> **BRIEF**
Tell how many lines in the data contain the string "covering", using a single number as the whole reply.

> **GIVEN INFORMATION**
+++
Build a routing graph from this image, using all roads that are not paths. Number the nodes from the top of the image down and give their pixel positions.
+++
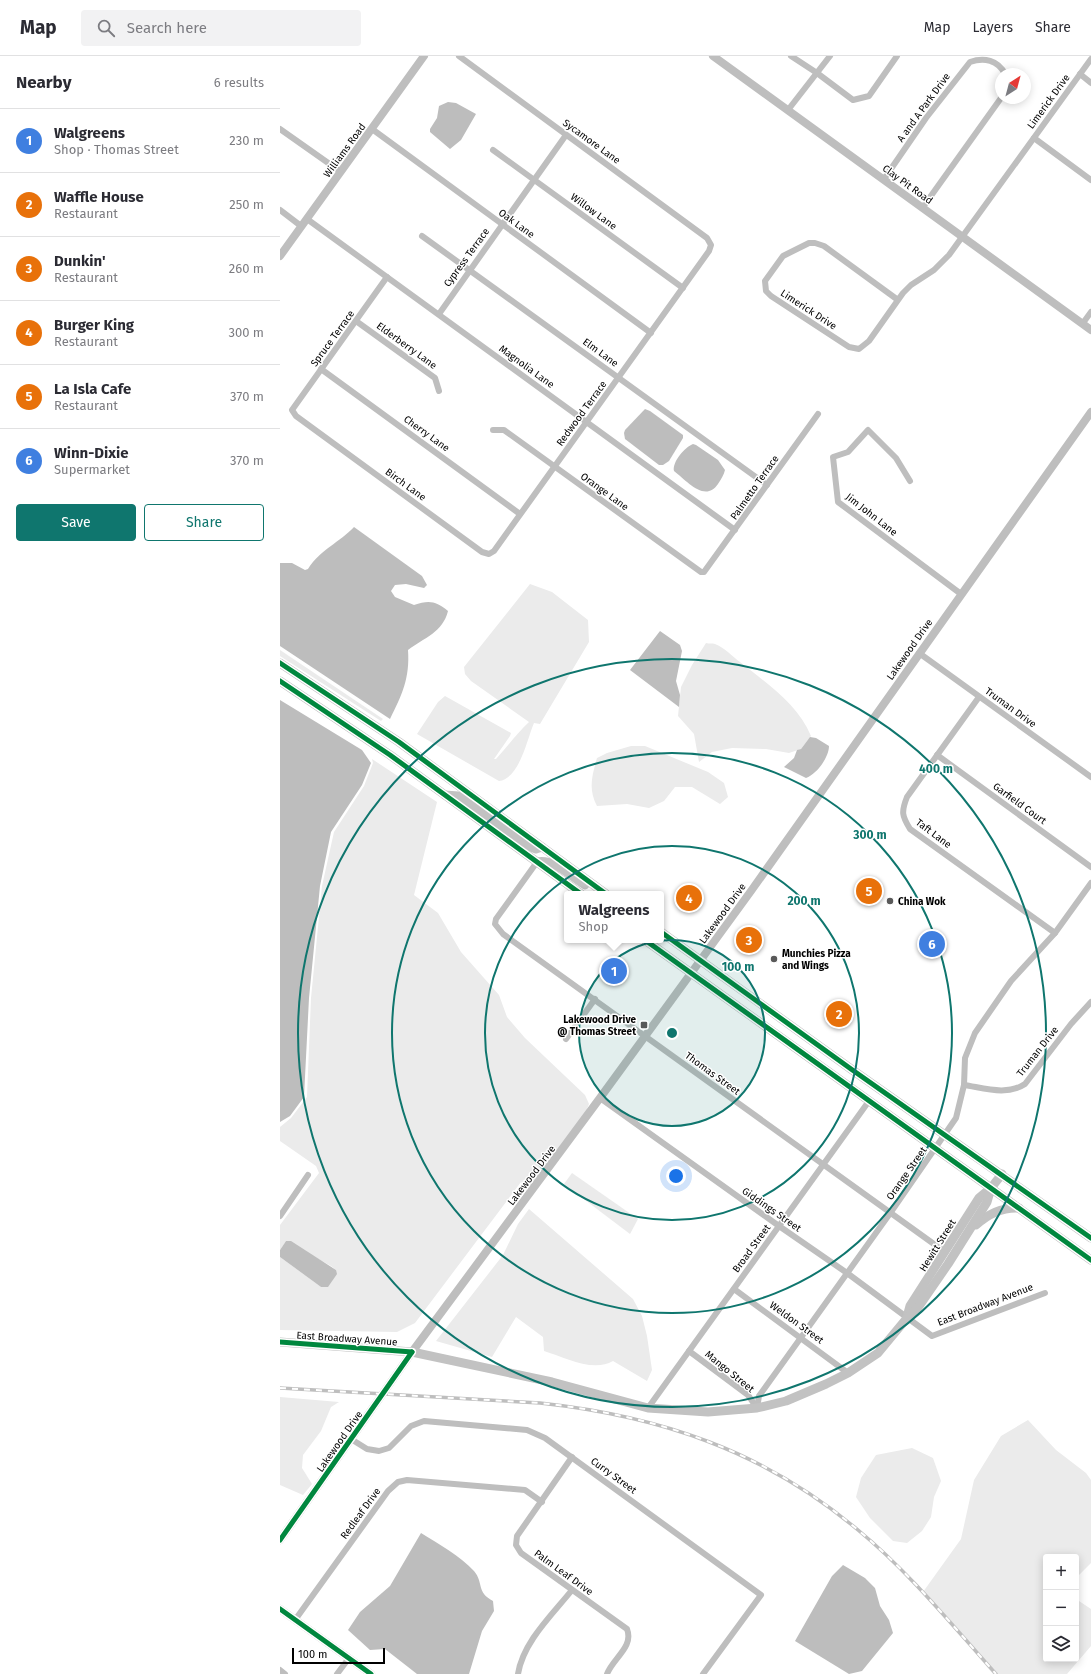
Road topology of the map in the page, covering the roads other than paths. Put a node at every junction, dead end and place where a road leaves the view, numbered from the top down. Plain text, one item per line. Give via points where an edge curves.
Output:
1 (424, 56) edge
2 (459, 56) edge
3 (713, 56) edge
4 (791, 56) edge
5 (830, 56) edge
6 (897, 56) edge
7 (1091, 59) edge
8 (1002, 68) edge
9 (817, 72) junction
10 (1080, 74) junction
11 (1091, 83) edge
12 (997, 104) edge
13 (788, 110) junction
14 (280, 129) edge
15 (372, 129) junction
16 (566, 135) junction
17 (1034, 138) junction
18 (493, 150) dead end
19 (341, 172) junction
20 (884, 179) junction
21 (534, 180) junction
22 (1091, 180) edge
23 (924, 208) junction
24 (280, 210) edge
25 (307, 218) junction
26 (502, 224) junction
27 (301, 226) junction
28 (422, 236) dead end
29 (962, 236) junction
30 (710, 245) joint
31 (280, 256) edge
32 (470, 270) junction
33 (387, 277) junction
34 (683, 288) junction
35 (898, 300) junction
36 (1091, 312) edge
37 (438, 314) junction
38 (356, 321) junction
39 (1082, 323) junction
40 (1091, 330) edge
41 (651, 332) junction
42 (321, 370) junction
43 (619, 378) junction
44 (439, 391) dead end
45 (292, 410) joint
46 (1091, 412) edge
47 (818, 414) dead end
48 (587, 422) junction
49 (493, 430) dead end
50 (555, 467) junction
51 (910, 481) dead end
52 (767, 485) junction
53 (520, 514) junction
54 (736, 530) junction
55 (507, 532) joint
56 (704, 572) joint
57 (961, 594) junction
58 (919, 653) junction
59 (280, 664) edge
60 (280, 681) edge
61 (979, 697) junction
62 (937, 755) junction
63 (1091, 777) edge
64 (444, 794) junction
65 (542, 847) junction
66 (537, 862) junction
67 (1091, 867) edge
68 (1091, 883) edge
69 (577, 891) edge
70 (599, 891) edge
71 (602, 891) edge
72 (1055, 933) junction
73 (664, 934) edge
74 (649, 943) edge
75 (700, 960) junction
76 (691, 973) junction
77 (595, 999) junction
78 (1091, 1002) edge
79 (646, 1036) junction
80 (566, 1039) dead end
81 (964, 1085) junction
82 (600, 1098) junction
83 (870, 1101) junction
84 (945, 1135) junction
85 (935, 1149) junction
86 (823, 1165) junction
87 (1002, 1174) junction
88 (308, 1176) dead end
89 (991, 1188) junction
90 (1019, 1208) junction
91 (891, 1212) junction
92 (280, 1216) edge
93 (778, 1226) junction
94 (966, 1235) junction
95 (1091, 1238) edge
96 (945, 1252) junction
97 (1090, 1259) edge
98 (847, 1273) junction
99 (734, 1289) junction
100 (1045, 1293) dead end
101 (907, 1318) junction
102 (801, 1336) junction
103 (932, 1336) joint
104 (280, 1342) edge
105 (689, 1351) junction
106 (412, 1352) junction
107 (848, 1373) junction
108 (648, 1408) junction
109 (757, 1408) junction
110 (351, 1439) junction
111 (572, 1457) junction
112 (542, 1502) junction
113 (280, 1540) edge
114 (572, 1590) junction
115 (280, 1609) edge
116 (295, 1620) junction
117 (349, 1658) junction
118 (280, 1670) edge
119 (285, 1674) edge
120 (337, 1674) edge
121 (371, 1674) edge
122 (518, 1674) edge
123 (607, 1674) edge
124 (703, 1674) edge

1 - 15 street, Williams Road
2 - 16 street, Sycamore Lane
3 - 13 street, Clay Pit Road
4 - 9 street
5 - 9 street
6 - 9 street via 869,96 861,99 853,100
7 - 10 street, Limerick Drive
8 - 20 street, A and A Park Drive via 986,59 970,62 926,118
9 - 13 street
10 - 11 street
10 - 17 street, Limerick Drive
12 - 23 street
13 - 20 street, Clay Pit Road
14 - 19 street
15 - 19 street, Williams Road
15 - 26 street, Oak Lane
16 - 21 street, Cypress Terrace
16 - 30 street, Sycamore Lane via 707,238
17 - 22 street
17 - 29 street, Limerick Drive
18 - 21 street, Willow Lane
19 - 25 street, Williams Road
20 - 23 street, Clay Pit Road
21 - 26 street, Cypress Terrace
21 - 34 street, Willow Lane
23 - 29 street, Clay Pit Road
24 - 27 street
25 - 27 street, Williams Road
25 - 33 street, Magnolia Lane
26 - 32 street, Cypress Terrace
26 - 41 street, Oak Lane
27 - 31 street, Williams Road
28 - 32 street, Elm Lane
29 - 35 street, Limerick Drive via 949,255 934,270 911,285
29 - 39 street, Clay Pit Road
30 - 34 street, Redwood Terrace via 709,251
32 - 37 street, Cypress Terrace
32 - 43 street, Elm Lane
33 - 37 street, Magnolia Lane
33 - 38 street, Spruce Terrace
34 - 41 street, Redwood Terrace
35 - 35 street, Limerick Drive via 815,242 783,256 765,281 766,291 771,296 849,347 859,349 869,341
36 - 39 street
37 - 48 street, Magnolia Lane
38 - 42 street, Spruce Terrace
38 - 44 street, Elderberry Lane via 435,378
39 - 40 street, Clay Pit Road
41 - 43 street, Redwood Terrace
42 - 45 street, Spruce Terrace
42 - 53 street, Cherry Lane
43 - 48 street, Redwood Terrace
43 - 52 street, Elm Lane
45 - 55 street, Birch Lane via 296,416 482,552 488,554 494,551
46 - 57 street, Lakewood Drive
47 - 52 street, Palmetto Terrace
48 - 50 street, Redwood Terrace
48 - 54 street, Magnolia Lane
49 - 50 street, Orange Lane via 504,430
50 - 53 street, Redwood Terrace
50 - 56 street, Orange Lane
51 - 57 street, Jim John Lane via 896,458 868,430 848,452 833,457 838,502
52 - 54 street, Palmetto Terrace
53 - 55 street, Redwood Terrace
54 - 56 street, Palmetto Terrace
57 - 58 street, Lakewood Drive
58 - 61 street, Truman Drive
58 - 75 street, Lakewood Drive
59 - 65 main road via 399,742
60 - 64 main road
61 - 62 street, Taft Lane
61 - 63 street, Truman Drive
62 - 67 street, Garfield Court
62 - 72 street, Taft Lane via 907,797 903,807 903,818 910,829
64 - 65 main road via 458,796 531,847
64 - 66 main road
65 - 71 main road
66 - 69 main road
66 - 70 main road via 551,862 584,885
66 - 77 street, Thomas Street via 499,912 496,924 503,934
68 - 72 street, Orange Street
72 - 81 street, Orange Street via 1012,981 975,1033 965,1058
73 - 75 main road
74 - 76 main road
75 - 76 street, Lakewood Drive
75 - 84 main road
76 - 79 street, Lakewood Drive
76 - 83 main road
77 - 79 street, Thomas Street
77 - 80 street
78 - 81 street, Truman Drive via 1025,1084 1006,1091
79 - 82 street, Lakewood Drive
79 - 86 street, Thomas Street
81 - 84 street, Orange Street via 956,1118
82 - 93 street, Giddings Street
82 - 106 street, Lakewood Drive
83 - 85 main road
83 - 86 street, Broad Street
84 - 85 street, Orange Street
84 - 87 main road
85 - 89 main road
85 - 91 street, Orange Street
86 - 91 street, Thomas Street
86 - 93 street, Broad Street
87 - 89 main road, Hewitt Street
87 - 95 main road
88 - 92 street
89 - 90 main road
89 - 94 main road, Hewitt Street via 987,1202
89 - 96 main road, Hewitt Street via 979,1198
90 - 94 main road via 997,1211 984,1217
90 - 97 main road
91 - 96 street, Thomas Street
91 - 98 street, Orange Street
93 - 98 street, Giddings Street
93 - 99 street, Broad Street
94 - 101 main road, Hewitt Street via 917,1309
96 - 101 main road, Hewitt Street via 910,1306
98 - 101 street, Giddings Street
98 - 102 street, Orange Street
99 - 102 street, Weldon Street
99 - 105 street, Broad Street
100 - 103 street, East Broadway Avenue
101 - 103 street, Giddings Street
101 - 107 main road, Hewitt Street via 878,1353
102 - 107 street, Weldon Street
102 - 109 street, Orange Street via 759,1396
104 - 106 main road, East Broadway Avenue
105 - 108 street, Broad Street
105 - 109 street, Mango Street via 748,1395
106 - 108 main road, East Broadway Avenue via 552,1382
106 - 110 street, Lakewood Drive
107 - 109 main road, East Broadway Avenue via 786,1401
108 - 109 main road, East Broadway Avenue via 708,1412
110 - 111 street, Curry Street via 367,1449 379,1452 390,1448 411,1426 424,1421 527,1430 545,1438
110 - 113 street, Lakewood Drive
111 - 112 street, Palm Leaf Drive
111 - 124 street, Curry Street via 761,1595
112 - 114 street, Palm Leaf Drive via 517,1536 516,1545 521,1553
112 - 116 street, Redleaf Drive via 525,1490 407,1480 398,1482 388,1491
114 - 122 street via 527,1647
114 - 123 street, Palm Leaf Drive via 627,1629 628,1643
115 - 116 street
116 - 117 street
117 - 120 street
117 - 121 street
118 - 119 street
+++
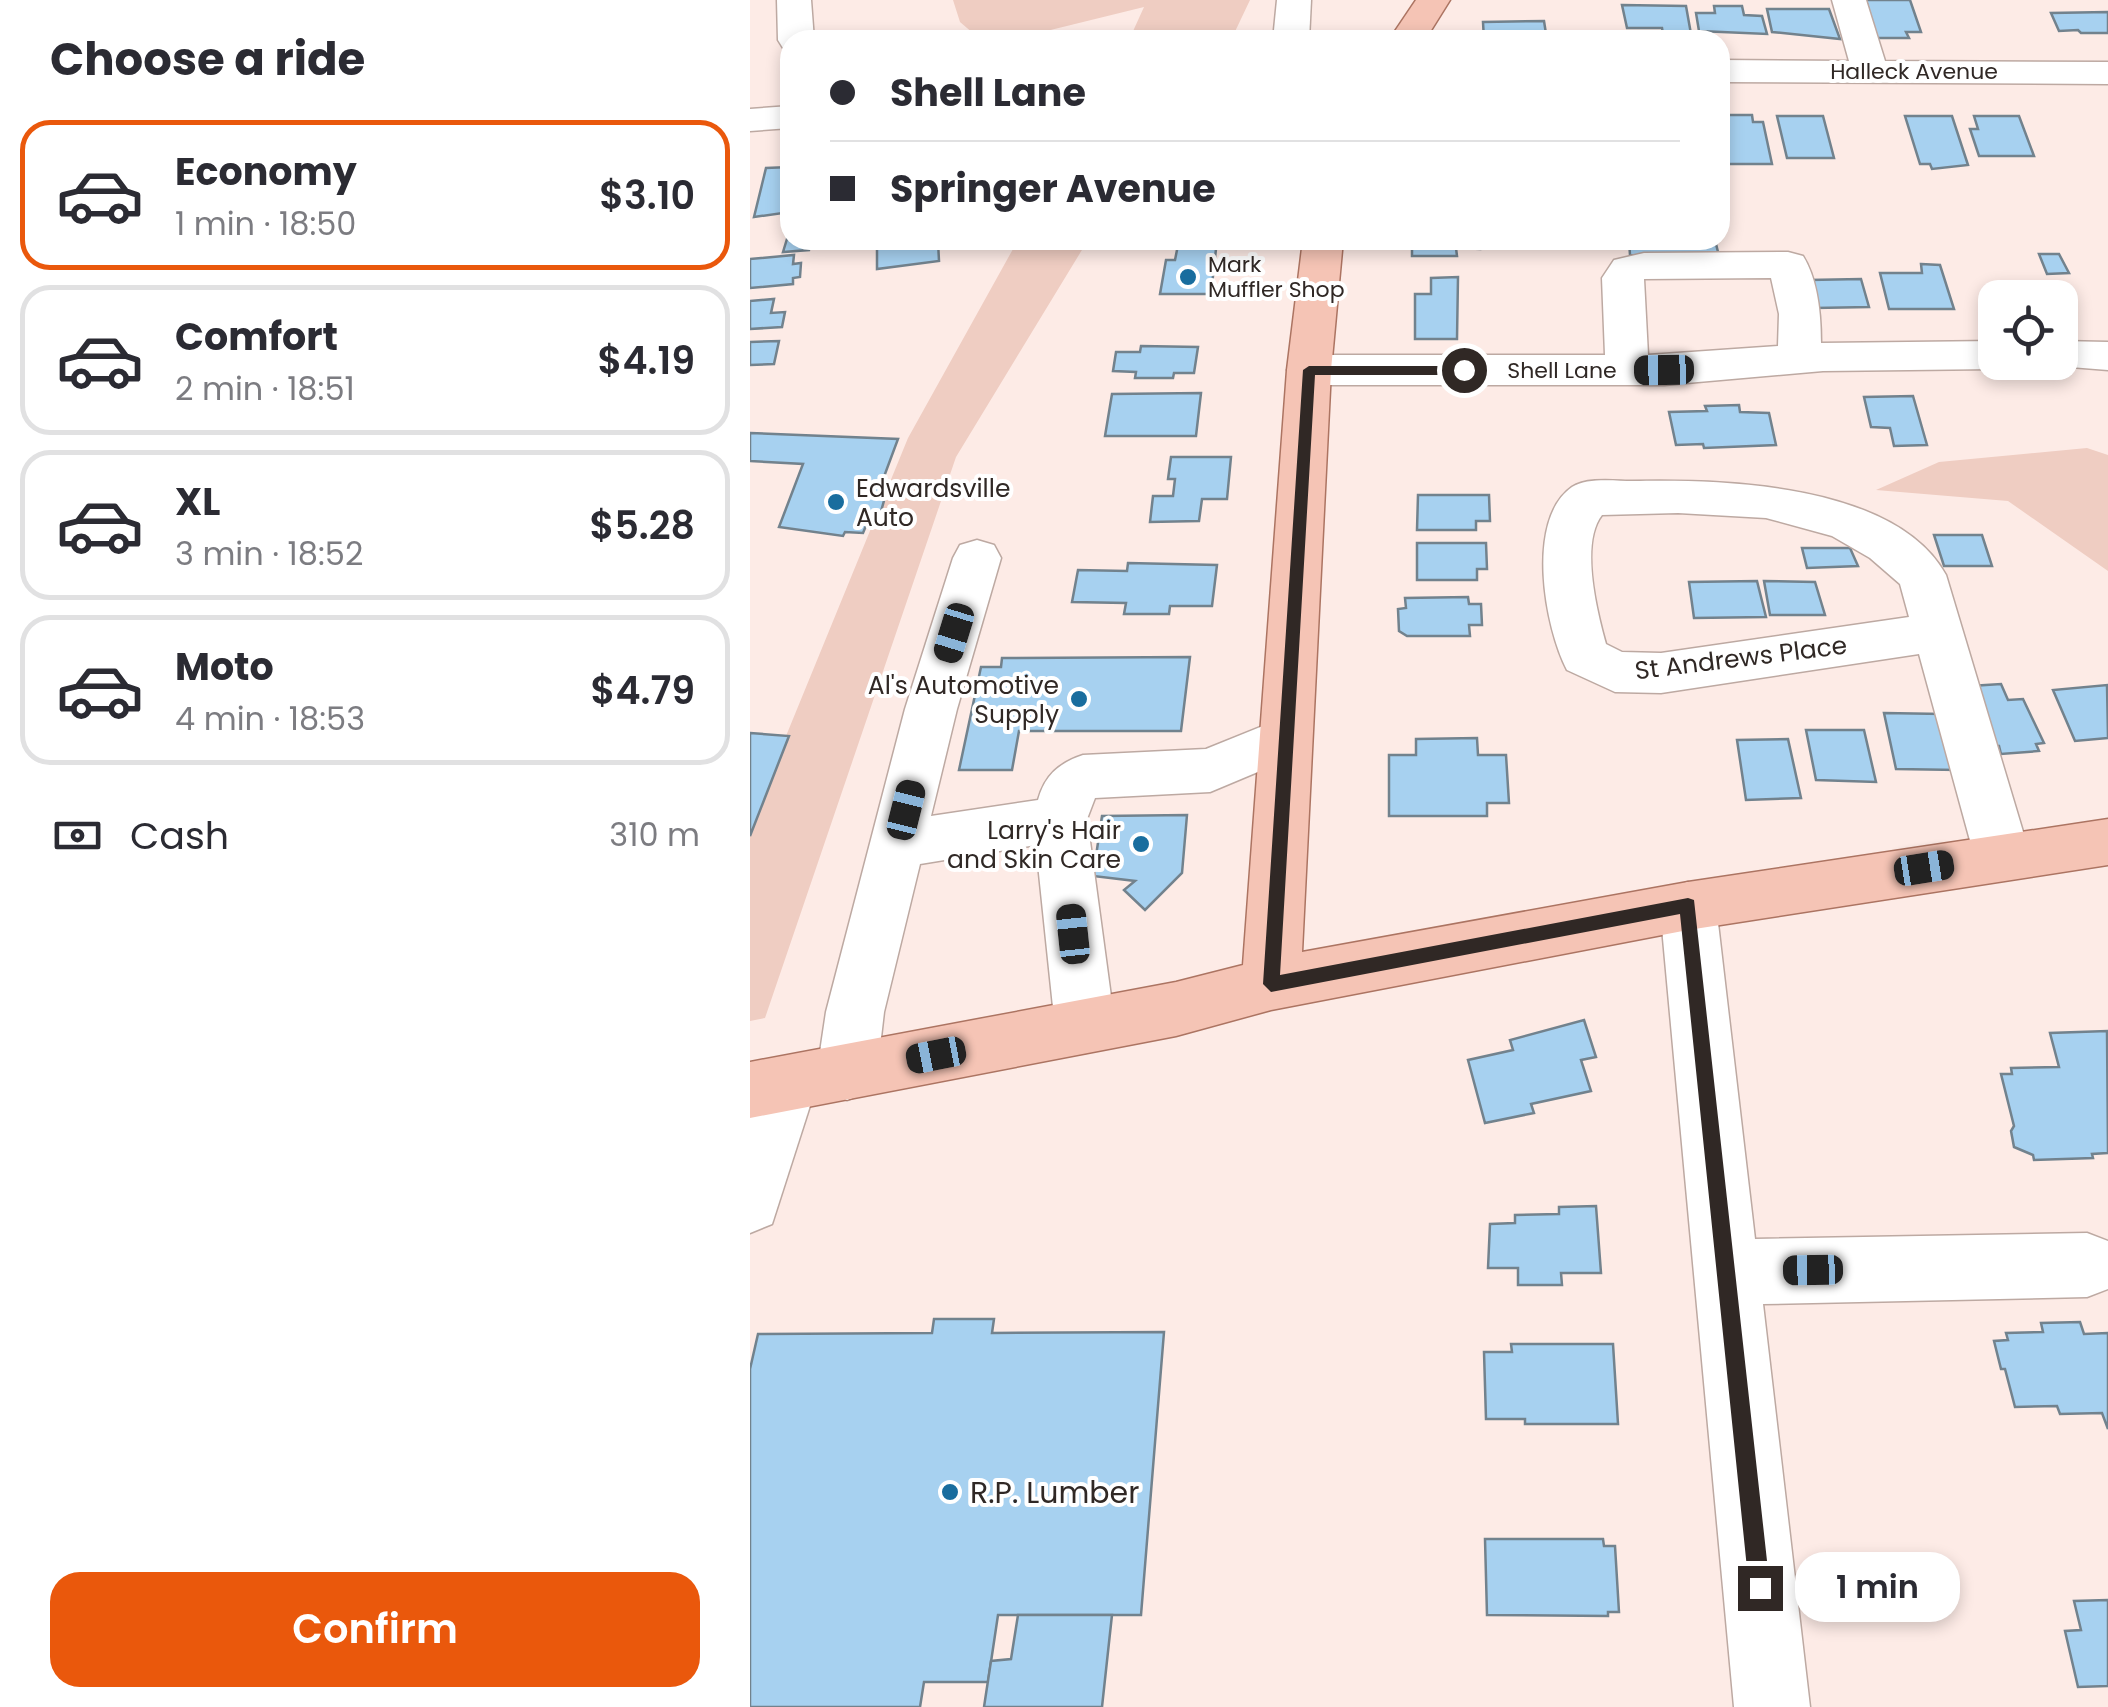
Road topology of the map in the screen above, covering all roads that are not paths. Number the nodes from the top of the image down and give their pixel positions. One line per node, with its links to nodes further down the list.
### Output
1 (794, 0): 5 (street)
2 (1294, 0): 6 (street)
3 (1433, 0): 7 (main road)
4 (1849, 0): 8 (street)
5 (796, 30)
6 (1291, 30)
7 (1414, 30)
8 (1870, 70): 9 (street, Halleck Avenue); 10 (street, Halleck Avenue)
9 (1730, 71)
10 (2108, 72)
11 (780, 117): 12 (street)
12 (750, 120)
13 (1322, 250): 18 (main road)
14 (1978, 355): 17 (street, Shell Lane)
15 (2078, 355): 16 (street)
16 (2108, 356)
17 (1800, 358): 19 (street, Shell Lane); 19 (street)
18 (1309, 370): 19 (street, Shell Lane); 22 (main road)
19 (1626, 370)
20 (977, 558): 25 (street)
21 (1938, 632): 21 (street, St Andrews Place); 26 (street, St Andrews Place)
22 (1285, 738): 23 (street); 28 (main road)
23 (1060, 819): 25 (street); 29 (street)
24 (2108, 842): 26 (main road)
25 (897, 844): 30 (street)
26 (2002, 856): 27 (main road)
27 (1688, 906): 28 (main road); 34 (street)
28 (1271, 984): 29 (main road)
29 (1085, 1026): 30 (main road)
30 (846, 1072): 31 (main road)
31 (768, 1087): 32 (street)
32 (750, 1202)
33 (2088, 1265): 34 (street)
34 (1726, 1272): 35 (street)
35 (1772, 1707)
+++
> **SOLUTION TO THE PROBLEM**
2